The Brightlands campuses, several multinationals and the region’s SMEs benefit from its situatedness at the heart of Europe, at a strategic position between the ports of Rotterdam and Antwerp and the European hinterland. It is increasingly transforming to the national epic industrial centre for manufacturing. For decades the region has been a leading ‘cultivating’ region in the AgriFood sector. Furthermore, it is a major logistics hub with its strategic location and infrastructure, its multimodality and a staggering amount of over 100 European distribution centres and is still growing.
The regional powerhouses benefit from the significant number of knowledge institutions nearby. Maastricht University is the most international university in the Netherlands, with over half of its students coming from abroad. In the little over 40 years since its foundation, it has built a reputation for teaching and research, contributing to rejuvenating the city and region, and translating innovation into economic and civic opportunities.

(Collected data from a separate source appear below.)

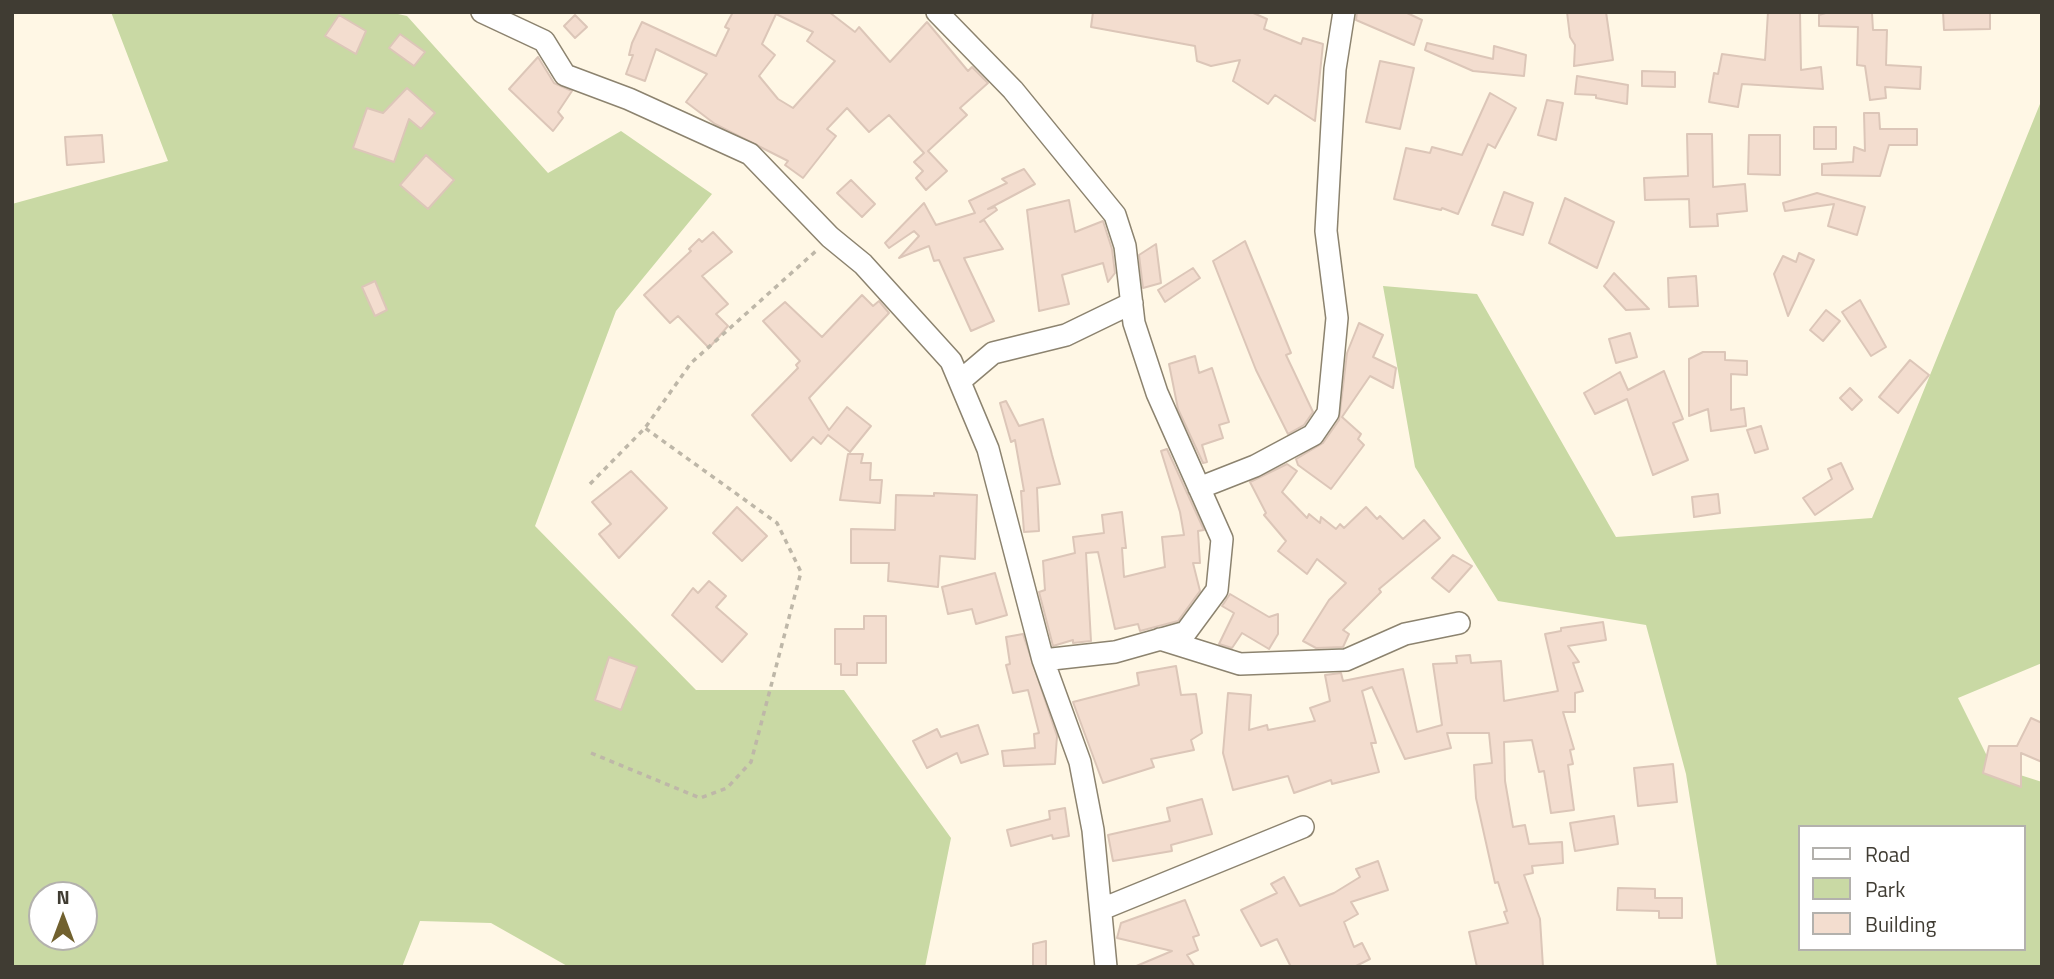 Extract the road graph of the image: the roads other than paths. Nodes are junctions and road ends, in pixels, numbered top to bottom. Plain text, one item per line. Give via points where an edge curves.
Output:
1 (482, 12) edge
2 (937, 12) edge
3 (1343, 12) edge
4 (1132, 303) junction
5 (960, 381) junction
6 (1199, 488) junction
7 (1459, 623) dead end
8 (1160, 639) junction
9 (1043, 660) junction
10 (1303, 827) dead end
11 (1102, 909) junction
12 (1105, 967) edge

1 - 5 street via 544,41 565,75 750,154 830,237 863,264 951,361
2 - 4 street via 1013,90 1115,215 1125,246
3 - 6 street via 1335,69 1326,231 1338,318 1328,413 1313,435 1255,466
4 - 5 street via 1066,335 993,353
4 - 6 street via 1157,393
5 - 9 street via 988,449
6 - 8 street via 1222,539 1217,590 1186,632
7 - 8 street via 1405,634 1346,660 1240,664
8 - 9 street via 1115,652
9 - 11 street via 1080,762
10 - 11 street
11 - 12 street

The university collaborates with other universities in the Euregion, such as Hasselt and Aachen. It is the coordinating institution of YUFE: an alliance of eight innovative universities determined to become the first truly European university. It also co-founded and hosts Studio Europa, which aims to position Maastricht as a meeting place for citizen dialogue and debate and establish a Centre of Excellence for Europe and European integration research.

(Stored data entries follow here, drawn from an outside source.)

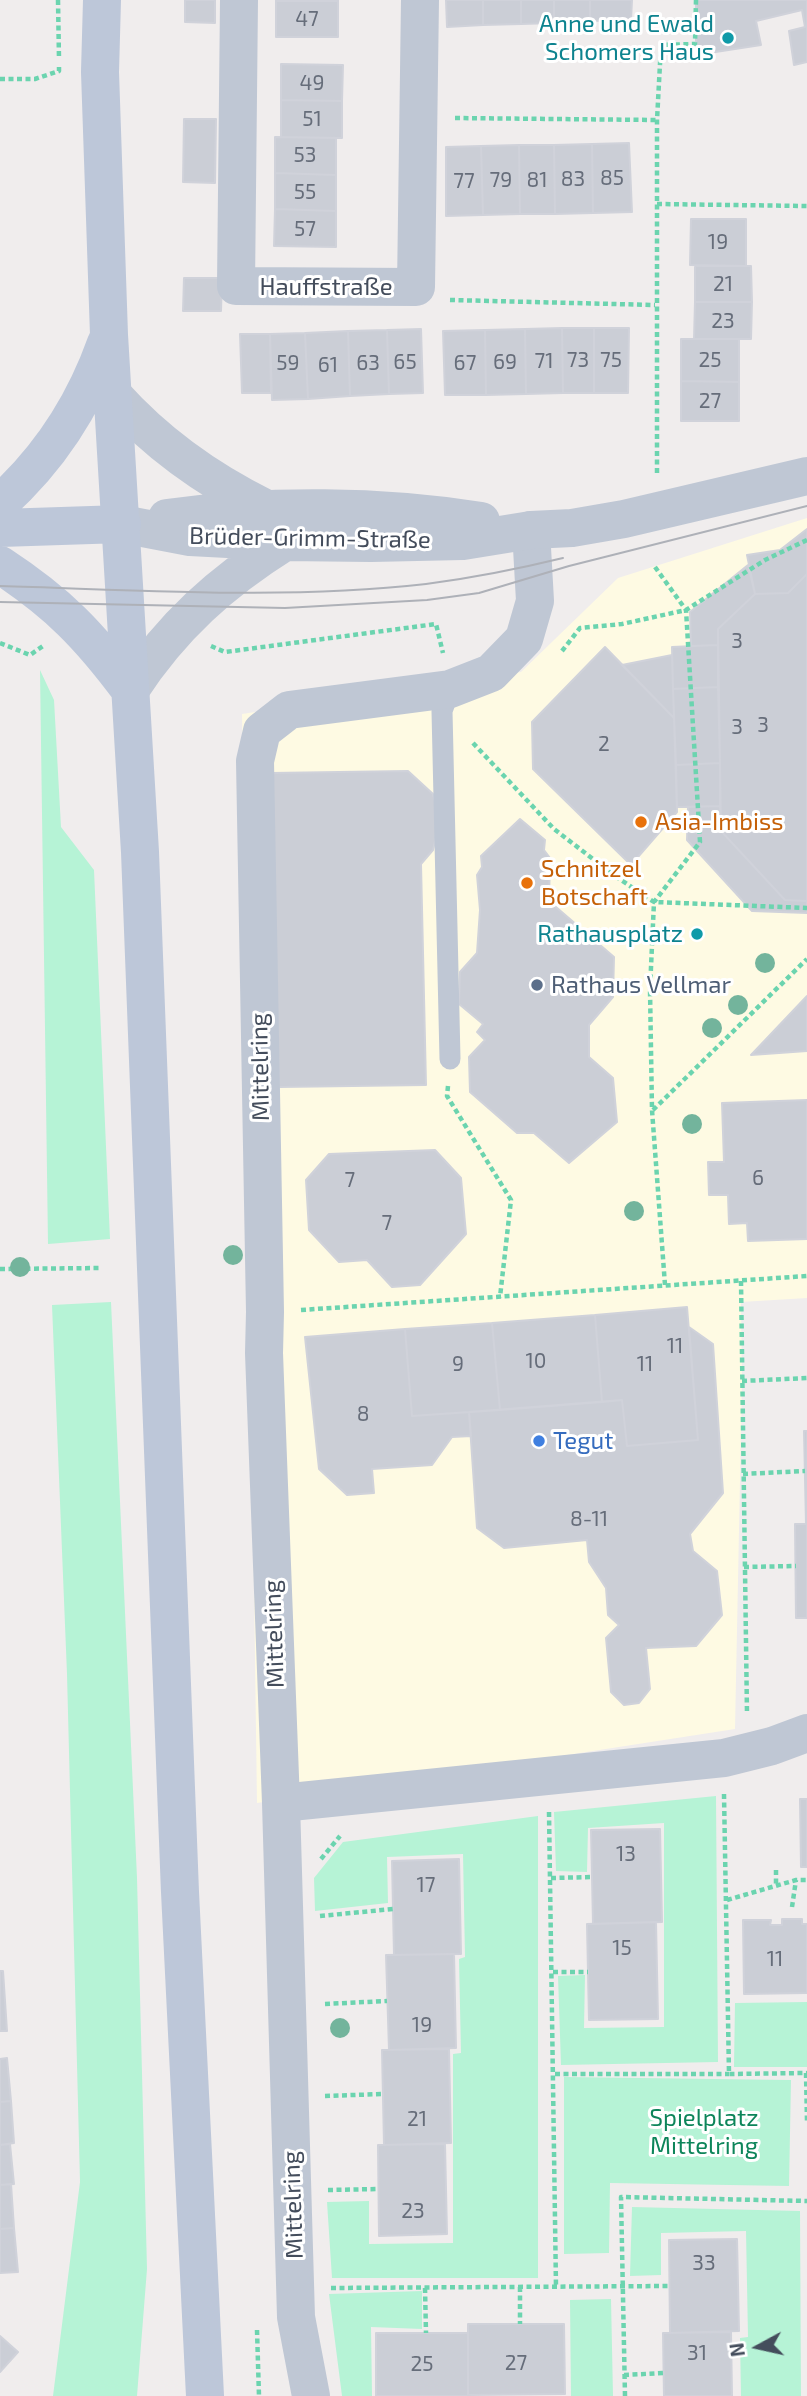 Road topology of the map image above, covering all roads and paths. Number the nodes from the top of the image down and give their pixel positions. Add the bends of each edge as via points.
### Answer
1 (58, 0) edge
2 (102, 0) edge
3 (239, 0) edge
4 (420, 0) edge
5 (696, 0) edge
6 (0, 79) edge
7 (418, 117) junction
8 (657, 120) junction
9 (657, 204) junction
10 (807, 206) edge
11 (416, 287) junction
12 (655, 305) junction
13 (109, 335) junction
14 (113, 395) junction
15 (807, 476) edge
16 (657, 485) dead end
17 (0, 503) edge
18 (267, 509) junction
19 (122, 524) junction
20 (0, 528) edge
21 (531, 530) junction
22 (807, 540) edge
23 (285, 542) junction
24 (0, 565) edge
25 (655, 567) dead end
26 (686, 610) junction
27 (74, 622) junction
28 (174, 631) junction
29 (0, 643) edge
30 (555, 659) dead end
31 (130, 690) junction
32 (446, 700) junction
33 (654, 902) junction
34 (807, 908) edge
35 (807, 959) edge
36 (450, 1059) joint
37 (652, 1110) junction
38 (99, 1268) dead end
39 (0, 1269) edge
40 (807, 1276) edge
41 (741, 1281) junction
42 (664, 1285) junction
43 (500, 1297) junction
44 (265, 1312) junction
45 (807, 1378) edge
46 (742, 1381) junction
47 (805, 1471) dead end
48 (743, 1474) junction
49 (796, 1566) dead end
50 (744, 1567) junction
51 (807, 1733) edge
52 (737, 1755) junction
53 (548, 1775) junction
54 (281, 1803) junction
55 (352, 1835) dead end
56 (316, 1865) dead end
57 (776, 1870) dead end
58 (592, 1877) dead end
59 (551, 1878) junction
60 (796, 1880) junction
61 (807, 1880) edge
62 (776, 1885) junction
63 (727, 1900) junction
64 (792, 1907) dead end
65 (393, 1909) dead end
66 (309, 1917) dead end
67 (553, 1972) junction
68 (588, 1972) dead end
69 (387, 2001) dead end
70 (324, 2004) dead end
71 (555, 2074) junction
72 (729, 2074) junction
73 (382, 2094) dead end
74 (314, 2096) dead end
75 (807, 2121) edge
76 (378, 2189) dead end
77 (317, 2190) dead end
78 (807, 2201) edge
79 (670, 2286) dead end
80 (520, 2287) junction
81 (556, 2287) junction
82 (623, 2287) junction
83 (295, 2288) junction
84 (425, 2288) junction
85 (520, 2324) dead end
86 (426, 2333) dead end
87 (663, 2373) dead end
88 (624, 2375) junction
89 (205, 2396) edge
90 (311, 2396) edge
91 (625, 2396) edge

1 - 6 path via 59,71 35,79
2 - 13 main road via 100,72
3 - 11 street, Hauffstraße via 236,286
4 - 7 street, Hauffstraße
5 - 8 path via 695,44 660,45
7 - 8 path
7 - 11 street, Hauffstraße
8 - 9 path
9 - 10 path
9 - 12 path
11 - 12 path via 443,300
12 - 16 path
13 - 14 main road
13 - 17 main road via 77,410 35,468
14 - 18 street via 179,458
14 - 19 main road
15 - 21 street, Brüder-Grimm-Straße via 624,519
18 - 19 street, Brüder-Grimm-Straße
18 - 21 street, Brüder-Grimm-Straße via 390,511
19 - 20 main road
19 - 23 street, Brüder-Grimm-Straße via 190,537
19 - 31 main road
21 - 23 street, Brüder-Grimm-Straße via 463,541
21 - 32 street, Mittelring via 535,601 524,639 491,673
22 - 26 path via 765,559
23 - 28 street via 215,591
24 - 27 main road
25 - 26 path
26 - 30 path via 580,628
26 - 33 path via 700,842
27 - 29 path via 30,655
27 - 31 main road
28 - 31 street
28 - 32 path via 225,652 436,624
31 - 89 main road
32 - 33 path via 554,829
32 - 36 lane
32 - 44 street, Mittelring via 289,710 262,731 255,761
33 - 34 path
33 - 37 path
35 - 37 path
36 - 43 path via 447,1096 511,1200
37 - 42 path
38 - 39 path
40 - 41 path
41 - 42 path
41 - 46 path
42 - 43 path
43 - 44 path
44 - 54 street, Mittelring
45 - 46 path
46 - 48 path
47 - 48 path
48 - 50 path
49 - 50 path
50 - 52 path via 745,1695
51 - 52 street
52 - 53 street
52 - 63 path
53 - 54 street
53 - 59 path
54 - 83 street, Mittelring
55 - 56 path via 339,1836
57 - 62 path
58 - 59 path
59 - 67 path
60 - 61 path
60 - 62 path
60 - 64 path
62 - 63 path
63 - 72 path
65 - 66 path
67 - 68 path
67 - 71 path
69 - 70 path
71 - 72 path
71 - 81 path
72 - 75 path via 806,2073
73 - 74 path
76 - 77 path
78 - 82 path via 621,2197
79 - 82 path
80 - 81 path
80 - 84 path
80 - 85 path
81 - 82 path
82 - 88 path
83 - 84 path
83 - 90 street, Mittelring
84 - 86 path
87 - 88 path
88 - 91 path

Digital innovation in the Euregion
In recent years, the Euregion has started to flourish as a digital innovation hub. At the RWTH, a technical university in Aachen, researchers work on health care robotics. In Liège, the local university’s business school has set up a transdisciplinary digital lab that is spearheading research and education in digital technologies. At Maastricht University, a Digital Innovation team works on projects that its staff or student experience through digital means. The university is also home to several degree programmes and research groups on the topic. The same goes for a lectorate at the Zuyd University of Applied Sciences, dedicated to researching and stimulating innovative entrepreneurship for SMEs in the region.
The most significant recent development in digital innovation in the Euregion is opening an AI Hub at the Brightlands Smart Services Campus in Heerlen in February 2021. The AI Hub connects companies, knowledge institutes and other organisations working on AI and data science. The hub focuses on both technical research and research on the application of AI in areas such as public services, public safety, sustainable industry, health and healthcare.
Working on the digital future of Europe
Workplace Europe brings together a representative group of actors that constitute the Digital Innovation ecosystem in the Euregion: from a university start-up to regional and global powerhouses. CGI is a multinational firm working on IT consulting with offices in Maastricht. Heerlen-based DDQ, a globally operating IT services developer for citizen science projects. APG, the largest pension fund in the Netherlands, with its national headquarters in Heerlen. VDL Nedcar, the only large-scale automotive manufacturing company in the country, located about 30 minutes from Maastricht in the town of Born. And NeuroMind, a neurology spin-off of the Brigtlands Maastricht Health Campus.
At this Workplace Europe, participants are encouraged to connect the dots. It is a meeting place for those who want to take a European perspective to discuss regional opportunities and challenges. It is a place for those who want to work on a better Europe and make its digital future fair, sustainable, innovative, and ethically responsible.